En México cada persona come 66 kilos de tortilla al año
La tortilla continúa siendo el alimento que estructura la dieta mexicana. Estudios basados en encuestas oficiales muestran que su consumo sigue siendo cotidiano, constante y culturalmente determinante en la mesa nacional.
Diego López
En México, la tortilla no es únicamente un acompañamiento: es el eje de la mesa. Su presencia atraviesa desayunos, comidas y cenas, y se integra tanto en preparaciones tradicionales como en la cocina contemporánea. Datos basados en la Encuesta Nacional de Ingresos y Gastos de los Hogares (ENIGH), citados en estudios de la Secretaría de Economía, estiman que cada mexicano consume en promedio 181 gramos de tortilla al día, lo que equivale aproximadamente a 66.1 kilogramos al año por persona.
Esta cifra confirma el peso cultural y alimentario de la tortilla en el país. Pocos alimentos mantienen una presencia tan constante en la dieta nacional. En tacos, quesadillas, enfrijoladas, chilaquiles o simplemente recién salida del comal, la tortilla funciona como base, utensilio y sabor al mismo tiempo. En muchas regiones, además, sigue siendo la principal fuente de energía alimentaria.
Los estudios académicos sobre consumo alimentario también muestran diferencias entre regiones del país. Investigaciones publicadas en revistas científicas sobre nutrición y alimentación en México señalan que el consumo anual puede variar según el contexto: en zonas urbanas se ubica alrededor de 56.7 kilogramos por persona, mientras que en zonas rurales puede alcanzar cerca de 79.5 kilogramos al año. La diferencia responde a hábitos alimentarios, disponibilidad de productos industrializados y persistencia de dietas tradicionales basadas en maíz.
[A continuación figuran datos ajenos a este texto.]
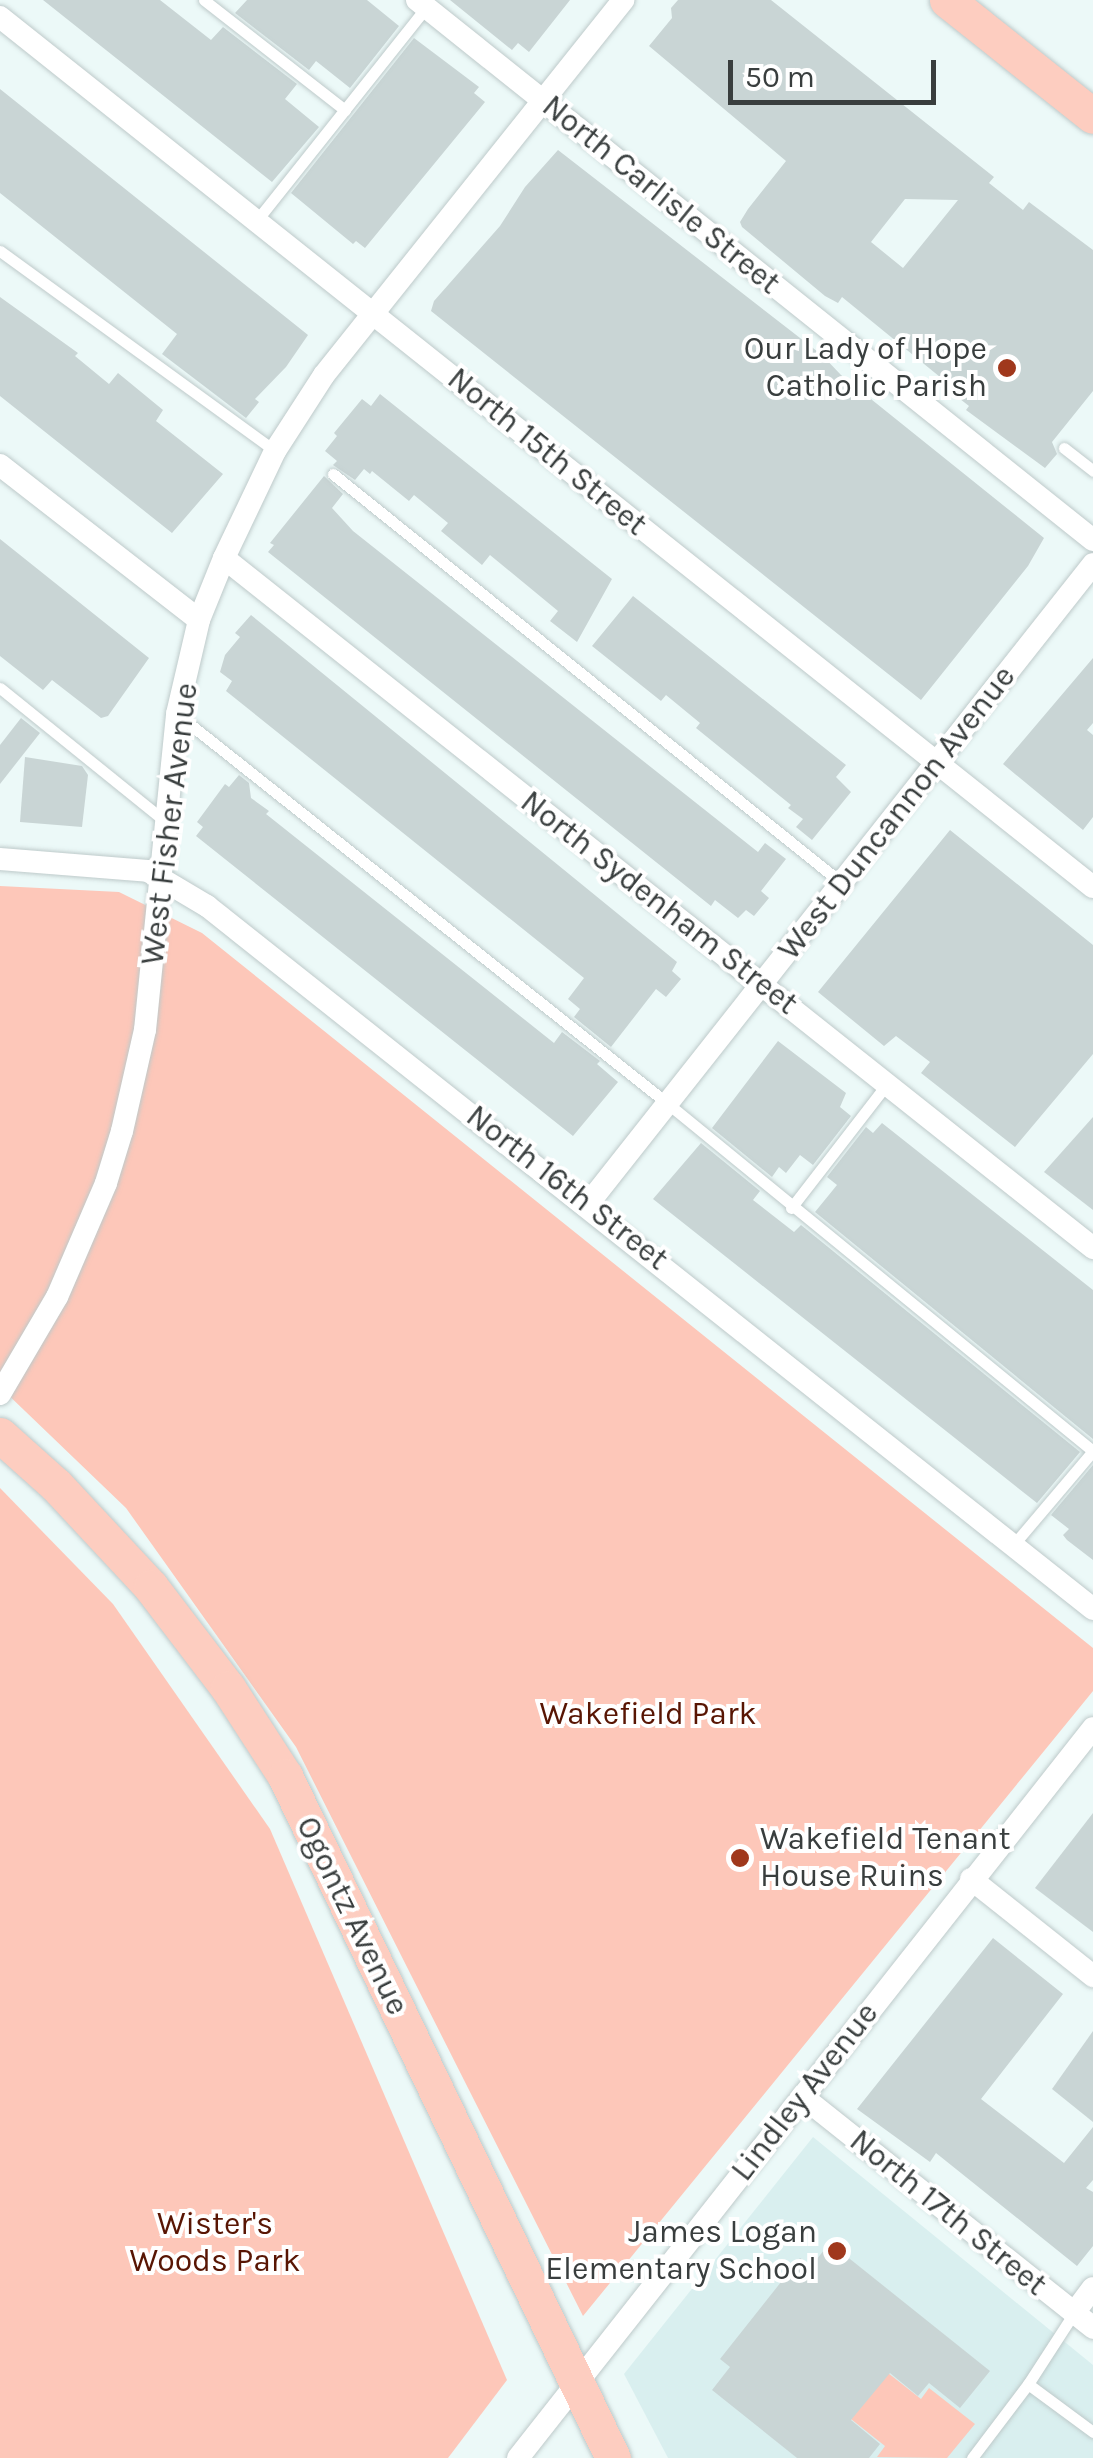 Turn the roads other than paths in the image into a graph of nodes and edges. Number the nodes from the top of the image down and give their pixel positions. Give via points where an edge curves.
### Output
1 (204, 0) edge
2 (947, 0) edge
3 (621, 1) edge
4 (425, 2) edge
5 (0, 17) edge
6 (544, 101) junction
7 (345, 110) junction
8 (1093, 116) edge
9 (257, 220) junction
10 (0, 251) edge
11 (374, 313) junction
12 (1064, 448) dead end
13 (275, 451) junction
14 (0, 466) edge
15 (1093, 471) edge
16 (332, 474) dead end
17 (1093, 540) edge
18 (224, 558) junction
19 (1093, 564) edge
20 (200, 620) junction
21 (0, 688) edge
22 (177, 714) junction
23 (936, 763) junction
24 (166, 822) junction
25 (0, 859) edge
26 (161, 876) junction
27 (844, 884) junction
28 (1093, 887) edge
29 (762, 984) junction
30 (886, 1084) junction
31 (667, 1103) junction
32 (588, 1204) junction
33 (790, 1208) junction
34 (1093, 1248) edge
35 (0, 1394) edge
36 (0, 1435) edge
37 (1093, 1451) edge
38 (1014, 1544) junction
39 (1093, 1609) edge
40 (1093, 1728) edge
41 (971, 1878) junction
42 (1093, 1976) edge
43 (803, 2097) junction
44 (1093, 2288) edge
45 (1074, 2313) junction
46 (1093, 2328) edge
47 (576, 2381) junction
48 (1028, 2384) junction
49 (1093, 2432) edge
50 (518, 2458) edge
51 (613, 2458) edge
52 (972, 2458) edge

1 - 7 lane
2 - 8 main road
3 - 6 street, West Fisher Avenue
4 - 6 street, North Carlisle Street
4 - 7 lane
5 - 9 street, North 15th Street
6 - 11 street, West Fisher Avenue
6 - 17 street, North Carlisle Street
7 - 9 lane
9 - 11 street, North 15th Street
10 - 13 lane
11 - 13 street, West Fisher Avenue
11 - 23 street, North 15th Street
12 - 15 lane
13 - 18 street, West Fisher Avenue
14 - 20 street
16 - 27 lane
18 - 20 street, West Fisher Avenue
18 - 29 street, North Sydenham Street
19 - 23 street, West Duncannon Avenue
20 - 22 street, West Fisher Avenue
21 - 24 lane
22 - 24 street, West Fisher Avenue
22 - 31 lane
23 - 27 street, West Duncannon Avenue
23 - 28 street, North 15th Street
24 - 26 street, West Fisher Avenue
25 - 26 street, North 16th Street via 122,865
26 - 32 street, North 16th Street
26 - 35 street, West Fisher Avenue via 145,1030 106,1183 57,1297
27 - 29 street, West Duncannon Avenue
29 - 30 street, North Sydenham Street
29 - 31 street, West Duncannon Avenue
30 - 33 lane
30 - 34 street, North Sydenham Street
31 - 32 street, West Duncannon Avenue
31 - 33 lane
32 - 38 street, North 16th Street
33 - 37 lane
36 - 47 main road, Ogontz Avenue via 151,1588 228,1688 284,1776
37 - 38 lane
38 - 39 street, North 16th Street
40 - 41 street, Lindley Avenue
41 - 42 street
41 - 43 street, Lindley Avenue
43 - 45 street, North 17th Street
43 - 47 street, Lindley Avenue
44 - 45 street
45 - 46 street, North 17th Street
45 - 48 lane
47 - 50 street, Lindley Avenue
47 - 51 main road, Ogontz Avenue
48 - 49 lane
48 - 52 lane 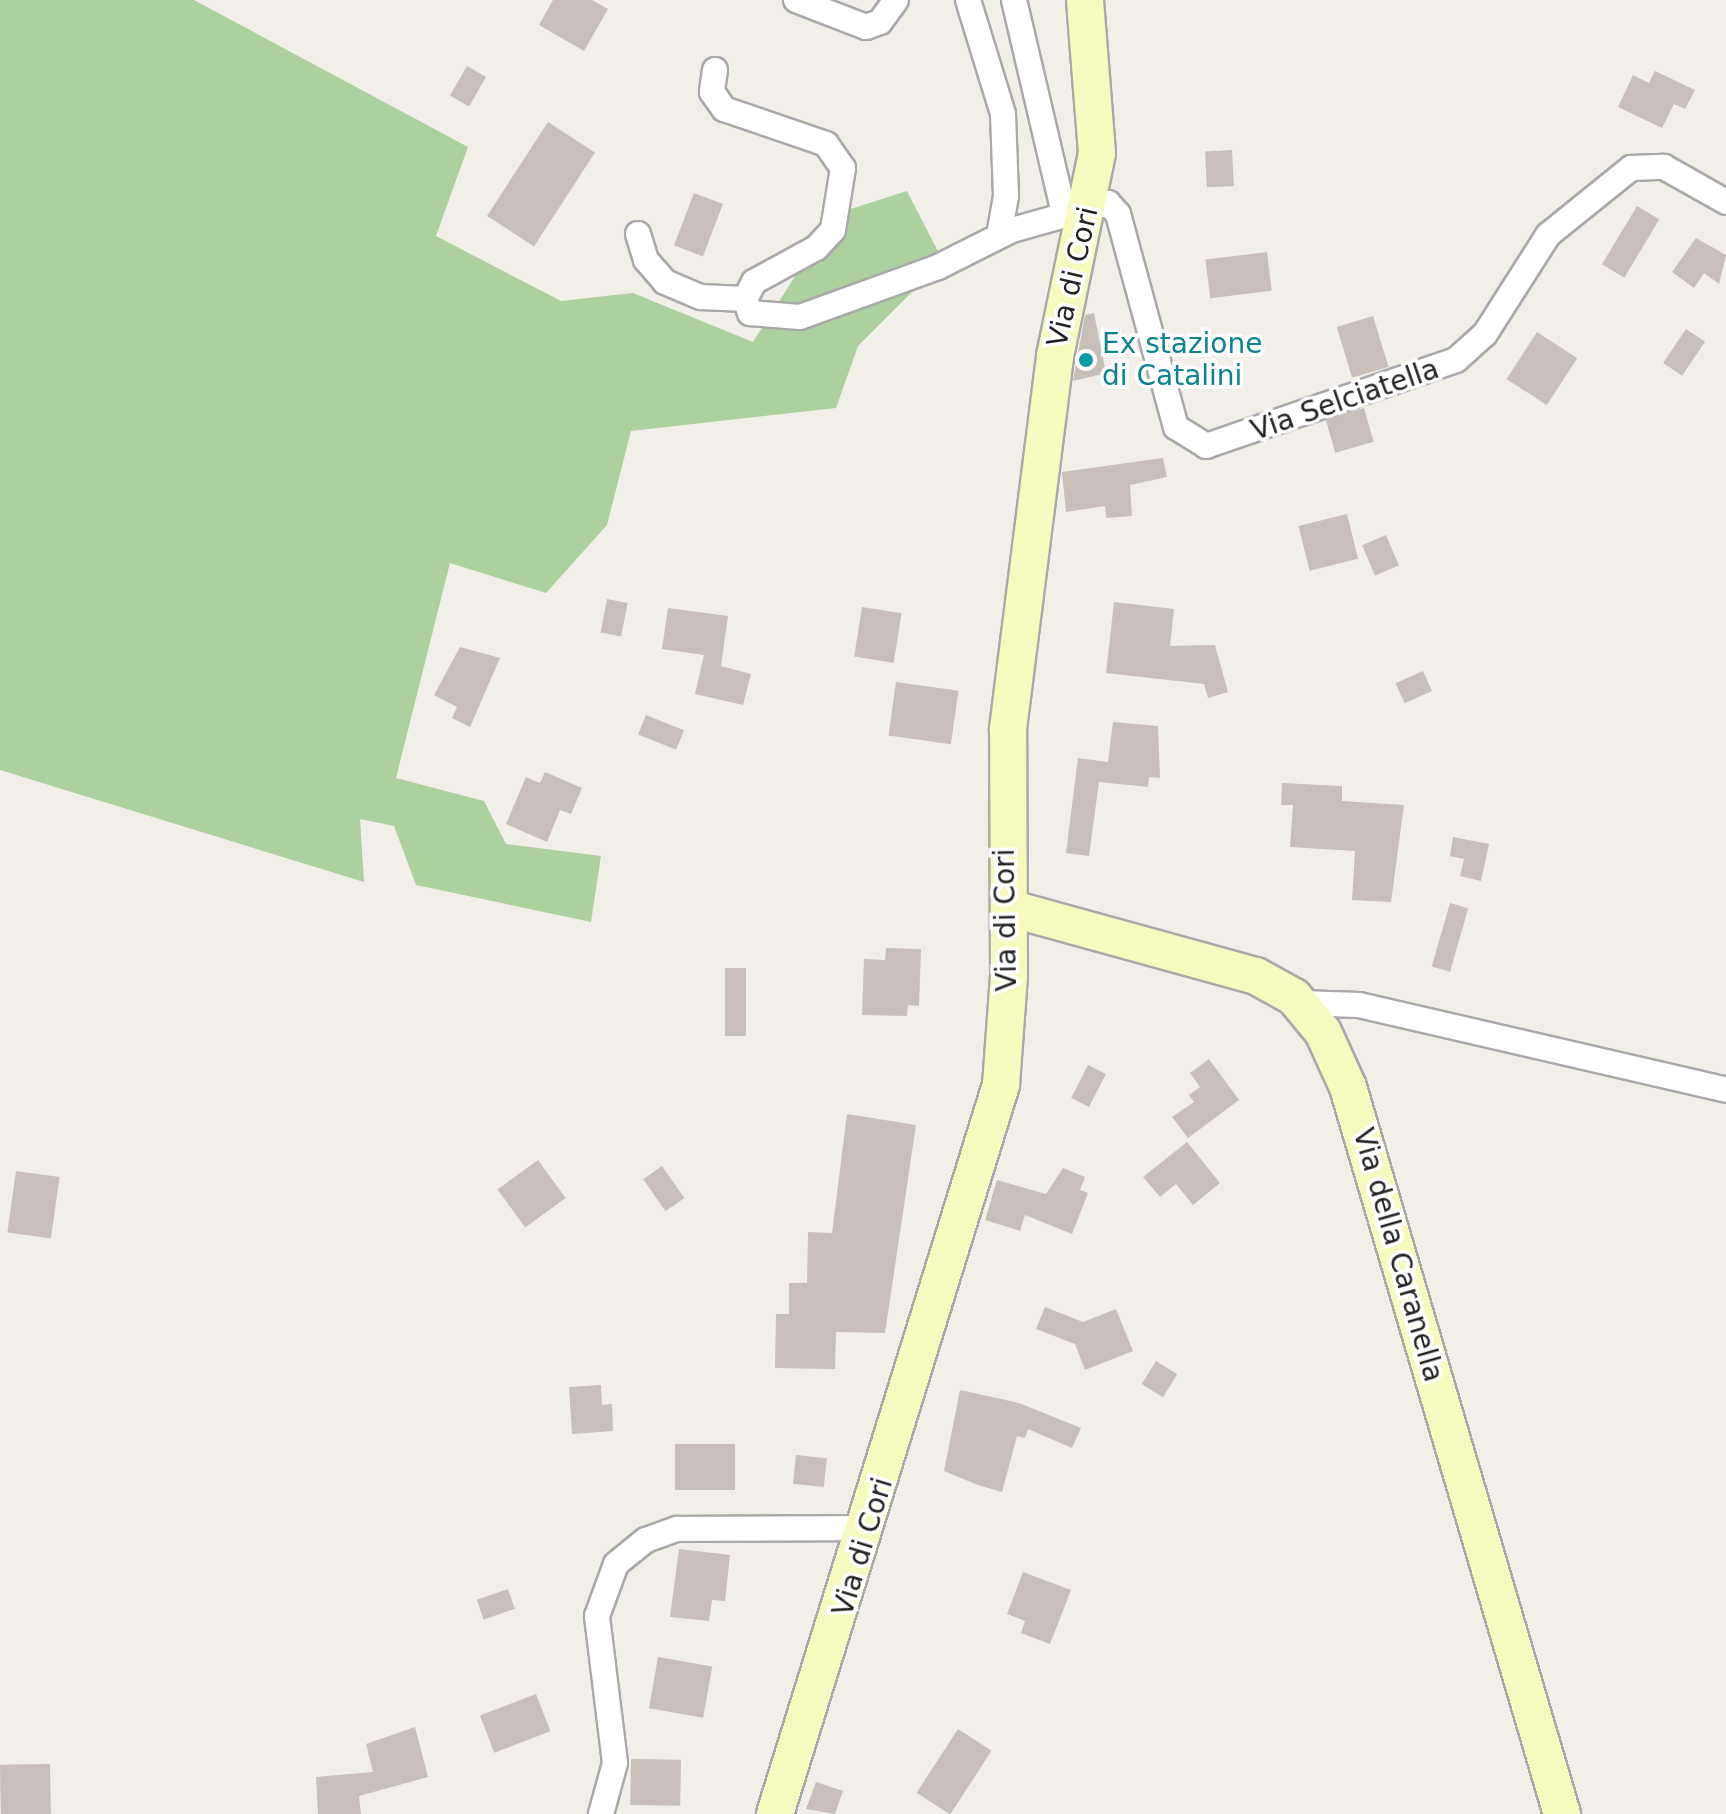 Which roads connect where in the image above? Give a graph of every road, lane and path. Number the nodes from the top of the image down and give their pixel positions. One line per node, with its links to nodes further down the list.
1 (796, 0): 2 (street)
2 (896, 0)
3 (968, 0): 10 (street)
4 (1014, 0): 8 (street)
5 (1085, 0): 8 (main road, Via di Cori)
6 (715, 70): 11 (street)
7 (1726, 202): 8 (street, Via Selciatella)
8 (1077, 209): 10 (street); 12 (main road, Via di Cori)
9 (638, 234): 11 (street)
10 (999, 235): 11 (street)
11 (745, 299)
12 (1009, 908): 13 (main road, Via della Caranella); 15 (main road, Via di Cori)
13 (1300, 1003): 14 (street); 18 (main road, Via della Caranella)
14 (1726, 1090)
15 (869, 1528): 16 (street); 17 (main road, Via di Cori)
16 (601, 1814)
17 (775, 1814)
18 (1562, 1814)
El maíz que sigue sosteniendo la mesa
Más allá de las cifras, la tortilla continúa siendo uno de los alimentos más importantes de la gastronomía mexicana. Su relevancia no se explica únicamente por tradición, sino también por su valor nutricional. El proceso de nixtamalización, una técnica mesoamericana que consiste en cocer el maíz con cal, permite mejorar la biodisponibilidad de nutrientes como el calcio y ciertas proteínas, lo que históricamente convirtió a la tortilla en una pieza clave de la alimentación.

Durante siglos, la cocina mexicana ha girado alrededor del maíz y sus derivados. En ese sistema culinario, la tortilla no solo acompaña la comida: estructura la manera de comer. Permite envolver, sostener, compartir y transformar ingredientes. Incluso en restaurantes de alta cocina mexicana contemporánea, la calidad de la tortilla se ha convertido en un elemento central de la experiencia gastronómica.
Hoy, desde las tortillerías de barrio hasta los restaurantes que reivindican el maíz criollo, la tortilla sigue marcando el ritmo cotidiano de la cocina nacional. Los datos de consumo lo confirman: en México, pocos alimentos se comen con tanta frecuencia ni con tanta naturalidad como una tortilla caliente.